Rafael Alonso Solís
De vez en cuando nos acordamos de que la serpiente esconde sus huevos en lugares diversos, generalmente en rincones ocultos, a salvo de ellas mismas y protegidos de la luz, con objeto de garantizar la eclosión de la puesta. La mención a la bicha suele quedarse en ejercicio literario, porque no hace ruido y se desliza con la discreción insidiosa de quien se sabe comprendida y se mueve entre sombras, en espera de la mejor oportunidad para sacar la cabeza. El ofidio lleva mucho tiempo entre nosotros, y hay quien lo adopta como si fuese una mascota, lo acaricia con respeto y hasta le ríe las gracias. Trabaja en silencio, con disimulo, y rara vez coge vacaciones. Además, se trata de una especie que conoce el secreto de la inmortalidad, que hace mucho tiempo descubrió las claves para mezclar sus genes con los nuestros, para difundir su mensaje con impunidad y para extender la puesta por regiones estratégicas. Curiosamente, el humor parece hacerle daño, y la ironía le irrita, hasta el punto de hacerse imprudente y mostrarse tal cual, lo que en ocasiones le lleva a mostrar el careto mientras le gotea el veneno por las comisuras. Gracias al cine hemos aprendido que los reptiles gustan de poner entre jueces, maderos y periodistas en nómina, por supuesto de forma selectiva.

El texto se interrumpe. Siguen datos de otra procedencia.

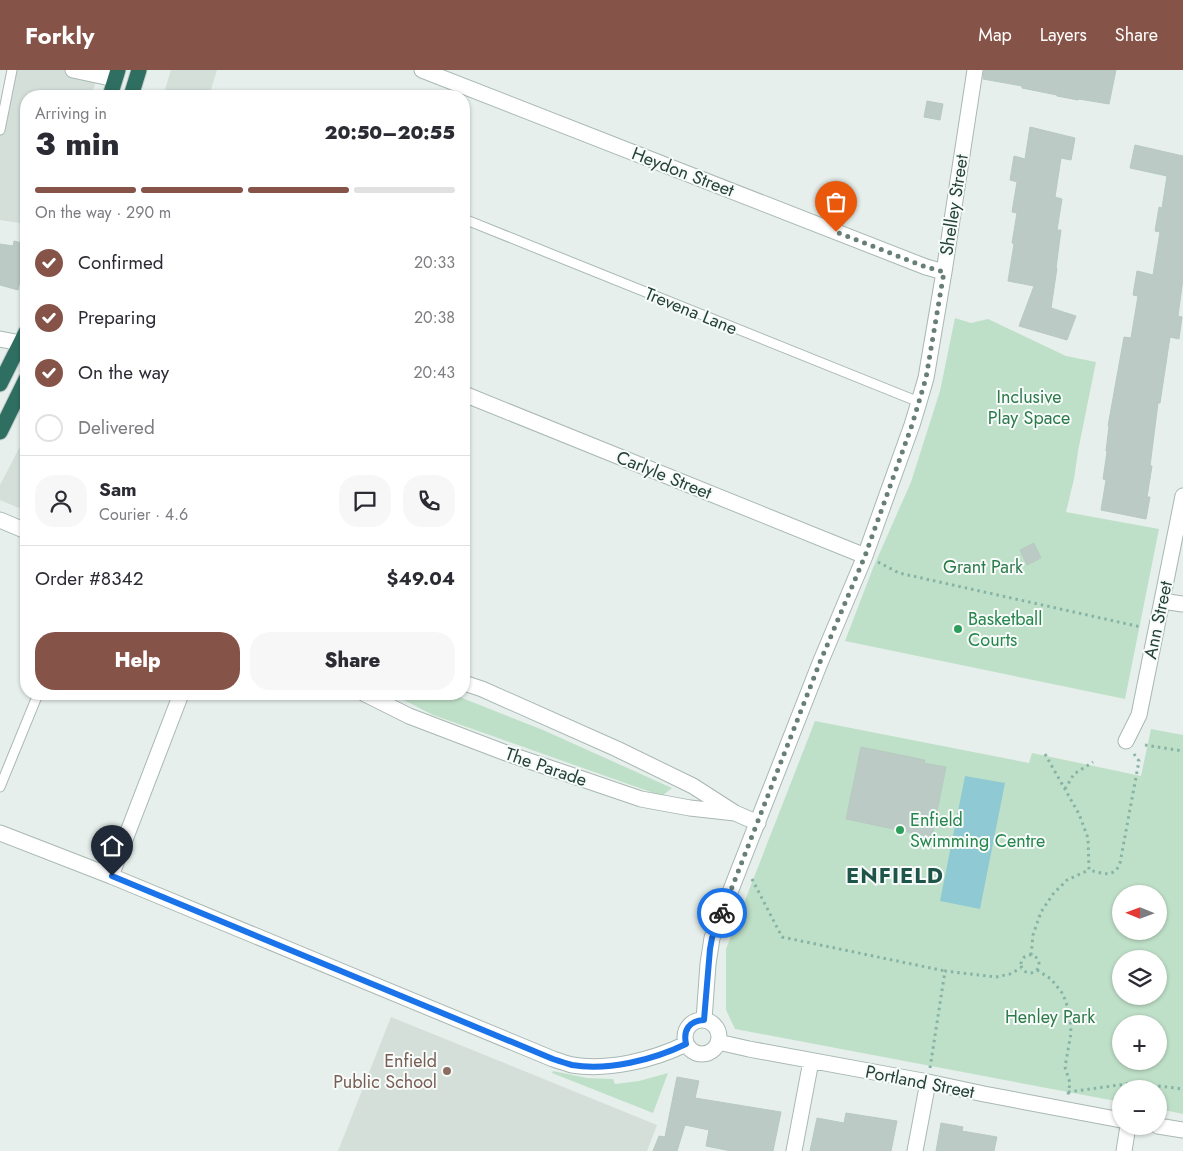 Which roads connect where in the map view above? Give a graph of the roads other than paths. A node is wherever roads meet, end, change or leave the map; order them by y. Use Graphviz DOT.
graph roads {
  1 [pos="12,70"];
  2 [pos="73,70"];
  3 [pos="139,70"];
  4 [pos="422,70"];
  5 [pos="975,70"];
  6 [pos="116,74"];
  7 [pos="112,90"];
  8 [pos="133,90"];
  9 [pos="0,130"];
  10 [pos="470,222"];
  11 [pos="944,272"];
  12 [pos="20,338"];
  13 [pos="0,340"];
  14 [pos="20,346"];
  15 [pos="0,384"];
  16 [pos="20,391"];
  17 [pos="470,396"];
  18 [pos="919,402"];
  19 [pos="0,432"];
  20 [pos="1183,496"];
  21 [pos="0,520"];
  22 [pos="20,528"];
  23 [pos="869,558"];
  24 [pos="1162,601"];
  25 [pos="1183,604"];
  26 [pos="470,685"];
  27 [pos="36,700"];
  28 [pos="179,700"];
  29 [pos="377,700"];
  30 [pos="1126,741"];
  31 [pos="0,787"];
  32 [pos="735,813"];
  33 [pos="758,823"];
  34 [pos="0,833"];
  35 [pos="112,876"];
  36 [pos="704,1020"];
  37 [pos="718,1042"];
  38 [pos="686,1044"];
  39 [pos="811,1060"];
  40 [pos="928,1082"];
  41 [pos="1112,1118"];
  42 [pos="1167,1127"];
  43 [pos="1183,1130"];
  44 [pos="1127,1135"];
  45 [pos="794,1151"];
  46 [pos="915,1151"];
  47 [pos="1124,1151"];
  1 -- 9 [label="lane"];
  2 -- 6 [label="street"];
  3 -- 8 [label="highway"];
  4 -- 11 [label="street, Heydon Street"];
  5 -- 11 [label="street, Shelley Street"];
  6 -- 7 [label="highway"];
  10 -- 18 [label="lane, Trevena Lane"];
  11 -- 18 [label="street, Shelley Street"];
  12 -- 13 [label="street"];
  14 -- 15 [label="highway"];
  16 -- 19 [label="highway"];
  17 -- 23 [label="street, Carlyle Street"];
  18 -- 23 [label="street, Shelley Street"];
  20 -- 24 [label="street, Ann Street"];
  21 -- 22 [label="street"];
  23 -- 33 [label="street, Shelley Street"];
  24 -- 25 [label="street"];
  24 -- 30 [label="street, Ann Street"];
  26 -- 32 [label="street, The Parade"];
  27 -- 31 [label="lane"];
  28 -- 35 [label="street"];
  29 -- 32 [label="street, The Parade"];
  32 -- 33 [label="street, The Parade"];
  33 -- 36 [label="street, Shelley Street"];
  34 -- 35 [label="street"];
  35 -- 38 [label="street"];
  36 -- 37 [label="street"];
  36 -- 38 [label="street"];
  37 -- 38 [label="street"];
  37 -- 39 [label="street, Portland Street"];
  39 -- 40 [label="street, Portland Street"];
  39 -- 45 [label="street"];
  40 -- 41 [label="street, Portland Street"];
  40 -- 46 [label="street"];
  42 -- 43 [label="street"];
  44 -- 47 [label="street"];
}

En una de las obras maestras de Orson Welles –Touch of Evil– el capitán Quinlan, un policía experto en la manipulación de pruebas para acelerar la resolución de los casos, se manifiesta como la expresión de la maldad al servicio de la ley, en un ejercicio que no se diferencia cualitativamente de la guerra sucia o la patada en la puerta, que también son juegos de patriota irredento. Que dos cómicos se encuentren hoy en el talego por escenificar una denuncia sarcástica de la caza de brujas forma parte de las argucias de la serpiente, experta en el uso de la maledicencia y el fundamentalismo de sacristía para matar la libertad e instaurar el reinado de la caverna. A finales del siglo XVII, en los condados de Essex, Suffolk y Middlesex, en Nueva Inglaterra, el fanatismo religioso se alió con la venganza, la superstición y el machismo para levantar un monumento al mal ejercido por las personas de orden. La pequeña colonia de Salem, en la bahía de Massachusetts, se convirtió en el escenario de la trágica representación, donde catorce personas –nueve mujeres y cinco hombres– fueron ejecutadas en la horca tras ser acusadas por supuestos testigos de convocar al maligno y hacer sucios negocios con él. Más allá de las explicaciones rebuscadas y mistéricas –las ”líneas de ley” de las tradiciones británicas sobre lugares malditos, o el excesivo consumo del cornezuelo del centeno–, detrás de Salem, Puerto Urraco o el barrio de Tetuán en Madrid, no está Satán, que no pasa de ser una manifestación interesada y manipulada de nuestras miserias, sino la estirpe de la serpiente, lista como una tea y amamantadora del fascismo. Titiriteros a la calle.